For the role of land-use change, the researchers compared their results to previous data on the global distribution of activities, such as agriculture and mining.
These activities can contribute to water insecurity by driving the overdraining of groundwater stores – which occurs when water is pumped out of the ground faster than it can be replaced by natural processes.
The map below shows the 34 regions with the largest changes to water storage from 2002-2015. On the map, dark red shading shows water storage loss while dark blue shows water storage gain.
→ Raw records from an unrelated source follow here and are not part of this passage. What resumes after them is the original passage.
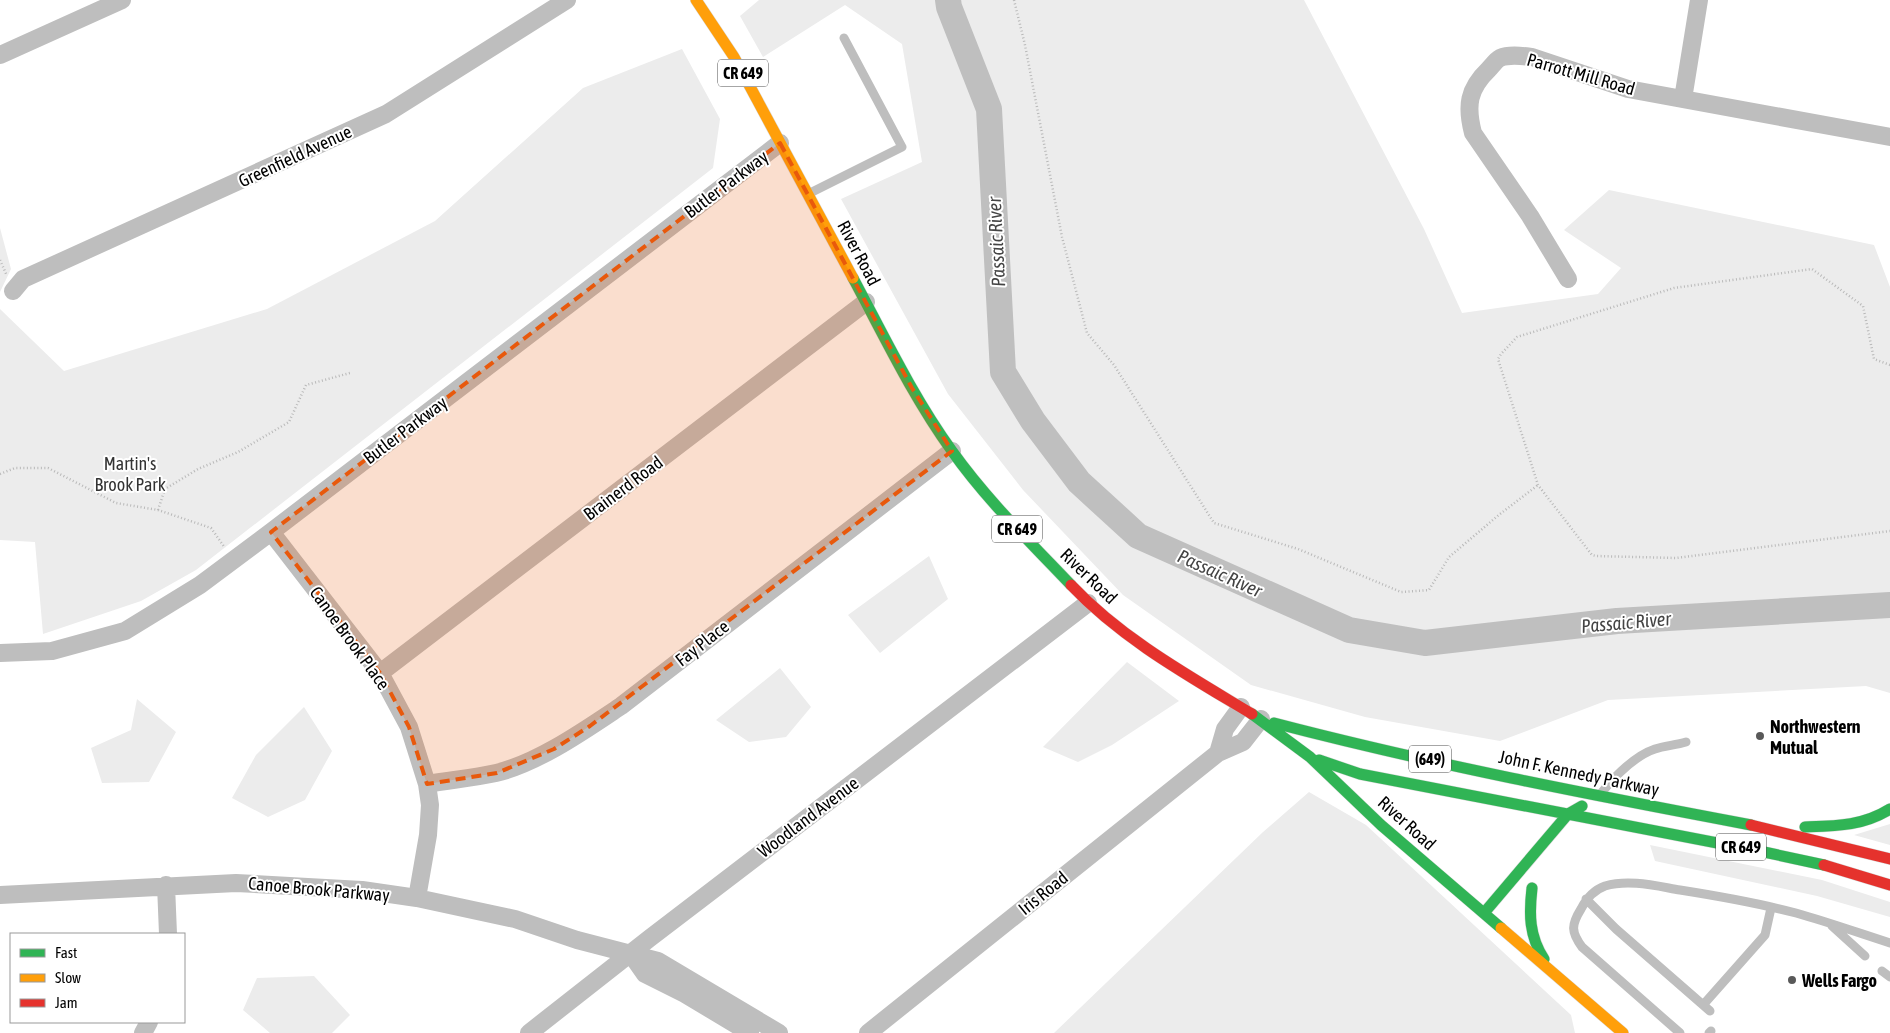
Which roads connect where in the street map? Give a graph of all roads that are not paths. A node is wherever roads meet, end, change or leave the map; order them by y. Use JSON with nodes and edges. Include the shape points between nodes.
{"nodes":[{"id":1,"x":122,"y":0,"type":"edge"},
{"id":2,"x":567,"y":0,"type":"edge"},
{"id":3,"x":1699,"y":0,"type":"edge"},
{"id":4,"x":701,"y":2,"type":"edge"},
{"id":5,"x":844,"y":38,"type":"dead end"},
{"id":6,"x":0,"y":55,"type":"edge"},
{"id":7,"x":1683,"y":99,"type":"junction"},
{"id":8,"x":1890,"y":137,"type":"edge"},
{"id":9,"x":780,"y":143,"type":"junction"},
{"id":10,"x":808,"y":194,"type":"junction"},
{"id":11,"x":1568,"y":279,"type":"dead end"},
{"id":12,"x":13,"y":291,"type":"dead end"},
{"id":13,"x":866,"y":302,"type":"junction"},
{"id":14,"x":952,"y":451,"type":"junction"},
{"id":15,"x":271,"y":532,"type":"junction"},
{"id":16,"x":1088,"y":603,"type":"junction"},
{"id":17,"x":0,"y":653,"type":"edge"},
{"id":18,"x":380,"y":672,"type":"junction"},
{"id":19,"x":1241,"y":707,"type":"junction"},
{"id":20,"x":1261,"y":719,"type":"junction"},
{"id":21,"x":1686,"y":742,"type":"dead end"},
{"id":22,"x":1218,"y":753,"type":"junction"},
{"id":23,"x":1310,"y":757,"type":"junction"},
{"id":24,"x":427,"y":784,"type":"junction"},
{"id":25,"x":1594,"y":807,"type":"junction"},
{"id":26,"x":1890,"y":809,"type":"edge"},
{"id":27,"x":1568,"y":814,"type":"junction"},
{"id":28,"x":1773,"y":829,"type":"junction"},
{"id":29,"x":1580,"y":830,"type":"dead end"},
{"id":30,"x":1890,"y":859,"type":"edge"},
{"id":31,"x":166,"y":885,"type":"junction"},
{"id":32,"x":1890,"y":885,"type":"edge"},
{"id":33,"x":0,"y":895,"type":"edge"},
{"id":34,"x":418,"y":898,"type":"junction"},
{"id":35,"x":1586,"y":899,"type":"junction"},
{"id":36,"x":1521,"y":900,"type":"dead end"},
{"id":37,"x":1771,"y":908,"type":"junction"},
{"id":38,"x":1484,"y":914,"type":"junction"},
{"id":39,"x":1829,"y":923,"type":"junction"},
{"id":40,"x":168,"y":933,"type":"edge"},
{"id":41,"x":1890,"y":943,"type":"edge"},
{"id":42,"x":631,"y":954,"type":"junction"},
{"id":43,"x":1865,"y":956,"type":"dead end"},
{"id":44,"x":1882,"y":971,"type":"dead end"},
{"id":45,"x":1890,"y":977,"type":"edge"},
{"id":46,"x":1562,"y":981,"type":"junction"},
{"id":47,"x":529,"y":1033,"type":"edge"},
{"id":48,"x":750,"y":1033,"type":"edge"},
{"id":49,"x":779,"y":1033,"type":"edge"},
{"id":50,"x":868,"y":1033,"type":"edge"},
{"id":51,"x":1623,"y":1033,"type":"edge"},
{"id":52,"x":1680,"y":1033,"type":"edge"}],
"edges":[{"from":1,"to":6,"type":"street"},
{"from":2,"to":12,"type":"street","name":"Greenfield Avenue","via":[[386,114],[23,279]]},
{"from":3,"to":7,"type":"street"},
{"from":4,"to":9,"type":"main road","name":"River Road","number":"CR 649"},
{"from":5,"to":10,"type":"lane","via":[[902,147]]},
{"from":7,"to":8,"type":"street","name":"Parrott Mill Road"},
{"from":7,"to":11,"type":"street","name":"Parrott Mill Road","via":[[1628,89],[1532,57],[1500,58],[1478,79],[1470,98],[1469,118],[1473,133],[1530,216]]},
{"from":9,"to":10,"type":"main road","name":"River Road","number":"CR 649"},
{"from":9,"to":15,"type":"street","name":"Butler Parkway"},
{"from":10,"to":13,"type":"main road","name":"River Road","number":"CR 649"},
{"from":13,"to":14,"type":"main road","name":"River Road","number":"CR 649","via":[[912,388]]},
{"from":13,"to":18,"type":"street","name":"Brainerd Road"},
{"from":14,"to":16,"type":"main road","name":"River Road","number":"CR 649","via":[[1013,525]]},
{"from":14,"to":24,"type":"street","name":"Fay Place","via":[[621,706],[590,726],[554,748],[497,773]]},
{"from":15,"to":17,"type":"street","name":"Butler Parkway","via":[[200,585],[125,630],[52,651]]},
{"from":15,"to":18,"type":"street","name":"Canoe Brook Place"},
{"from":16,"to":19,"type":"main road","name":"River Road","number":"CR 649","via":[[1129,636]]},
{"from":16,"to":42,"type":"street","name":"Woodland Avenue"},
{"from":18,"to":24,"type":"street","name":"Canoe Brook Place","via":[[409,727]]},
{"from":19,"to":20,"type":"main road","name":"River Road","number":"CR 649"},
{"from":19,"to":22,"type":"street","via":[[1225,729]]},
{"from":20,"to":22,"type":"street","name":"Iris Road","via":[[1243,742]]},
{"from":20,"to":23,"type":"main road","name":"River Road","number":"(649)"},
{"from":20,"to":25,"type":"main road","name":"John F. Kennedy Parkway","number":"(649)"},
{"from":21,"to":25,"type":"lane","via":[[1654,749],[1635,760],[1614,777]]},
{"from":22,"to":50,"type":"street","name":"Iris Road"},
{"from":23,"to":27,"type":"main road","name":"John F. Kennedy Parkway","number":"(649)","via":[[1360,774]]},
{"from":23,"to":38,"type":"main road","name":"River Road","number":"(649)","via":[[1381,825]]},
{"from":24,"to":34,"type":"street","name":"Canoe Brook Place","via":[[430,805]]},
{"from":25,"to":27,"type":"main road","name":"John F. Kennedy Parkway","number":"(649)"},
{"from":25,"to":27,"type":"main road"},
{"from":25,"to":28,"type":"main road","name":"John F. Kennedy Parkway","number":"CR 649"},
{"from":25,"to":29,"type":"main road"},
{"from":25,"to":32,"type":"main road","name":"John F. Kennedy Parkway","number":"CR 649"},
{"from":26,"to":28,"type":"main road","via":[[1859,824]]},
{"from":27,"to":38,"type":"main road"},
{"from":28,"to":30,"type":"main road","name":"John F. Kennedy Parkway","number":"CR 649"},
{"from":31,"to":33,"type":"street","name":"Canoe Brook Parkway"},
{"from":31,"to":34,"type":"street","name":"Canoe Brook Parkway","via":[[306,886]]},
{"from":31,"to":40,"type":"street"},
{"from":34,"to":42,"type":"street","name":"Canoe Brook Parkway","via":[[515,919]]},
{"from":35,"to":37,"type":"lane","via":[[1597,890],[1613,884],[1637,883]]},
{"from":35,"to":37,"type":"lane","via":[[1706,1008],[1765,935]]},
{"from":35,"to":52,"type":"lane","via":[[1576,916],[1573,930],[1576,939]]},
{"from":36,"to":46,"type":"main road","via":[[1535,884],[1528,916],[1529,928],[1539,952]]},
{"from":37,"to":39,"type":"lane"},
{"from":38,"to":46,"type":"main road","name":"River Road","number":"(649)","via":[[1502,922]]},
{"from":39,"to":41,"type":"lane"},
{"from":39,"to":43,"type":"lane"},
{"from":42,"to":47,"type":"street","name":"Woodland Avenue"},
{"from":42,"to":48,"type":"street","via":[[645,974]]},
{"from":42,"to":49,"type":"street","name":"Canoe Brook Parkway","via":[[658,961]]},
{"from":44,"to":45,"type":"lane"},
{"from":46,"to":51,"type":"main road","name":"River Road"}]}
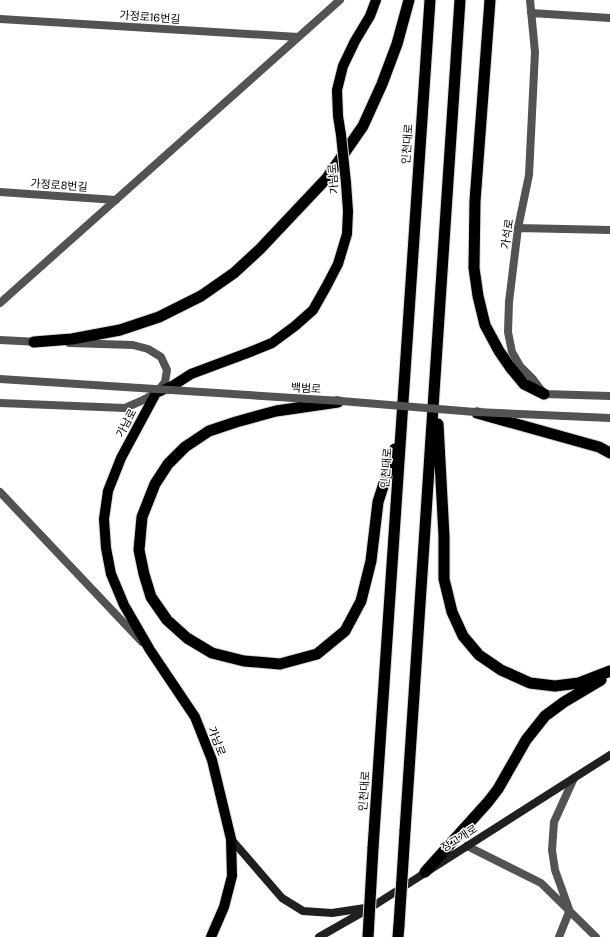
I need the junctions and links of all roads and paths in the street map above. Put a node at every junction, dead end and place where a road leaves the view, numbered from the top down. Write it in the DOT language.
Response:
graph roads {
  1 [pos="340,0"];
  2 [pos="376,0"];
  3 [pos="409,0"];
  4 [pos="430,0"];
  5 [pos="460,0"];
  6 [pos="490,0"];
  7 [pos="530,0"];
  8 [pos="531,12"];
  9 [pos="610,18"];
  10 [pos="0,19"];
  11 [pos="298,37"];
  12 [pos="0,192"];
  13 [pos="116,200"];
  14 [pos="518,228"];
  15 [pos="610,230"];
  16 [pos="0,303"];
  17 [pos="0,340"];
  18 [pos="34,342"];
  19 [pos="435,372"];
  20 [pos="0,380"];
  21 [pos="156,393"];
  22 [pos="544,394"];
  23 [pos="610,396"];
  24 [pos="341,401"];
  25 [pos="0,403"];
  26 [pos="475,412"];
  27 [pos="610,418"];
  28 [pos="401,431"];
  29 [pos="610,453"];
  30 [pos="0,492"];
  31 [pos="150,650"];
  32 [pos="610,671"];
  33 [pos="610,675"];
  34 [pos="610,755"];
  35 [pos="574,778"];
  36 [pos="231,839"];
  37 [pos="467,846"];
  38 [pos="425,872"];
  39 [pos="370,908"];
  40 [pos="570,912"];
  41 [pos="211,937"];
  42 [pos="319,937"];
  43 [pos="368,937"];
  44 [pos="398,937"];
  45 [pos="559,937"];
  46 [pos="596,937"];
  1 -- 11 [label="street"];
  2 -- 21 [label="main road, 가남로, bridge"];
  3 -- 18 [label="highway"];
  4 -- 28 [label="highway, 인천대로"];
  5 -- 19 [label="highway"];
  6 -- 22 [label="highway"];
  7 -- 8 [label="street, 가석로"];
  8 -- 9 [label="street"];
  8 -- 14 [label="street, 가석로"];
  10 -- 11 [label="street, 가정로16번길"];
  11 -- 13 [label="street"];
  12 -- 13 [label="street, 가정로8번길"];
  13 -- 16 [label="street"];
  14 -- 15 [label="street"];
  14 -- 22 [label="street, 가석로"];
  17 -- 18 [label="street"];
  18 -- 21 [label="street"];
  19 -- 32 [label="highway"];
  19 -- 44 [label="highway, bridge"];
  20 -- 24 [label="street, 백범로, bridge"];
  21 -- 25 [label="street"];
  21 -- 31 [label="main road, 가남로"];
  22 -- 23 [label="street"];
  24 -- 26 [label="street, 백범로, bridge"];
  24 -- 28 [label="highway, bridge"];
  26 -- 27 [label="street, 백범로, bridge"];
  26 -- 29 [label="highway, bridge"];
  28 -- 43 [label="highway, 인천대로, bridge"];
  30 -- 31 [label="street"];
  31 -- 36 [label="main road, 가남로"];
  33 -- 38 [label="highway"];
  34 -- 35 [label="main road, 장고개로"];
  35 -- 37 [label="main road, 장고개로"];
  35 -- 40 [label="street"];
  36 -- 39 [label="main road"];
  36 -- 41 [label="main road, 가남로"];
  37 -- 38 [label="main road, 장고개로"];
  37 -- 40 [label="street"];
  38 -- 39 [label="main road, 장고개로"];
  39 -- 42 [label="main road, 장고개로"];
  40 -- 45 [label="street"];
  40 -- 46 [label="street"];
}
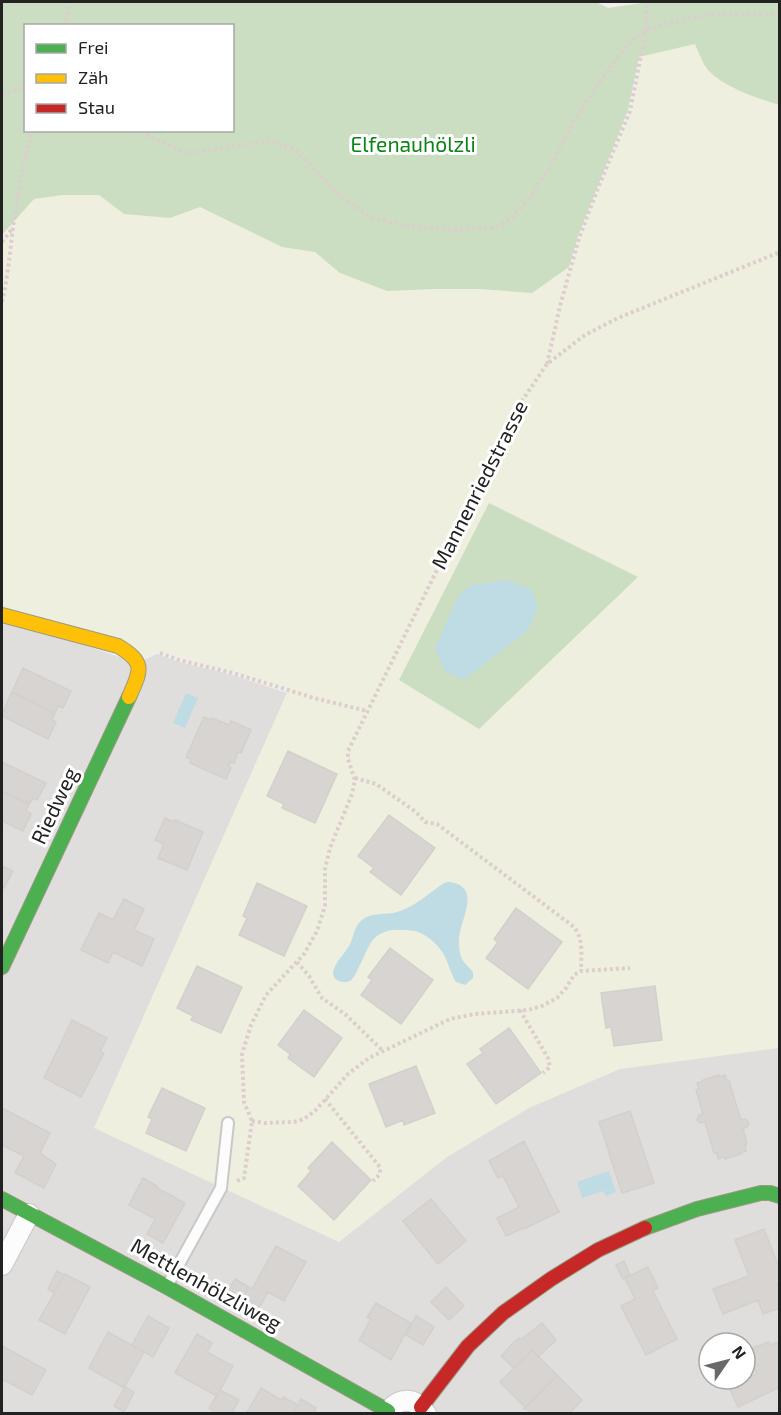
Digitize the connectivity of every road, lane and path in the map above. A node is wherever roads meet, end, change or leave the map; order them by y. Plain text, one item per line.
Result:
1 (71, 2) edge
2 (647, 2) edge
3 (780, 15) edge
4 (65, 24) edge
5 (646, 30) junction
6 (24, 88) edge
7 (2, 94) edge
8 (31, 132) edge
9 (140, 132) edge
10 (13, 227) junction
11 (2, 243) edge
12 (780, 252) edge
13 (2, 302) edge
14 (547, 364) junction
15 (2, 615) edge
16 (138, 661) junction
17 (367, 711) junction
18 (354, 777) junction
19 (297, 962) junction
20 (2, 967) edge
21 (630, 968) dead end
22 (581, 971) junction
23 (520, 1010) junction
24 (383, 1051) junction
25 (543, 1073) dead end
26 (325, 1099) junction
27 (252, 1121) junction
28 (228, 1123) dead end
29 (373, 1181) dead end
30 (221, 1188) junction
31 (780, 1196) edge
32 (2, 1199) edge
33 (30, 1214) junction
34 (2, 1265) edge
35 (167, 1287) junction
36 (424, 1410) edge
37 (387, 1412) edge

1 - 4 path
2 - 5 path
3 - 5 path
5 - 9 path
5 - 14 path
6 - 7 path
8 - 10 path
10 - 11 path
10 - 13 path
12 - 14 path, Mannenriedstrasse
14 - 17 path, Mannenriedstrasse
15 - 16 street
16 - 17 path
16 - 20 street, Riedweg
17 - 18 path, Mannenriedstrasse
18 - 19 path
18 - 22 path
19 - 24 path
19 - 27 path
21 - 22 path
22 - 23 path
23 - 24 path
23 - 25 path
24 - 26 path
26 - 27 path
26 - 29 path
27 - 30 path
28 - 30 lane
30 - 35 lane
31 - 36 street
32 - 33 street, Mettlenhölzliweg
33 - 34 street
33 - 35 street, Mettlenhölzliweg
35 - 37 street, Mettlenhölzliweg
36 - 37 street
The coloured lines show whether the region experienced a probable climate change impact (red), a possible climate change impact (purple), a probable direct human impact (orange), a possible or partial direct human impact (yellow) or probable natural variability (green).
The effect of climate change was defined as “probable” if previous studies had found a definitive link between global warming and changes to the water supply in the region and “possible” if only a correlation was found.
The results show that, across the world, most water storage losses appeared to be driven by climate change and other human activity, while most gains were the result of natural variability, says lead author Dr Matthew Rodell, chief of the Hydrological Sciences Laboratory at the NASA Goddard Space Flight Center. He tells Carbon Brief:
“[We] quantify and explain 34 prominent trends in freshwater storage around the world. Of those, eight were associated with climate change and 14 were associated with human activities like groundwater pumping. Only 12 were caused by natural variability alone.”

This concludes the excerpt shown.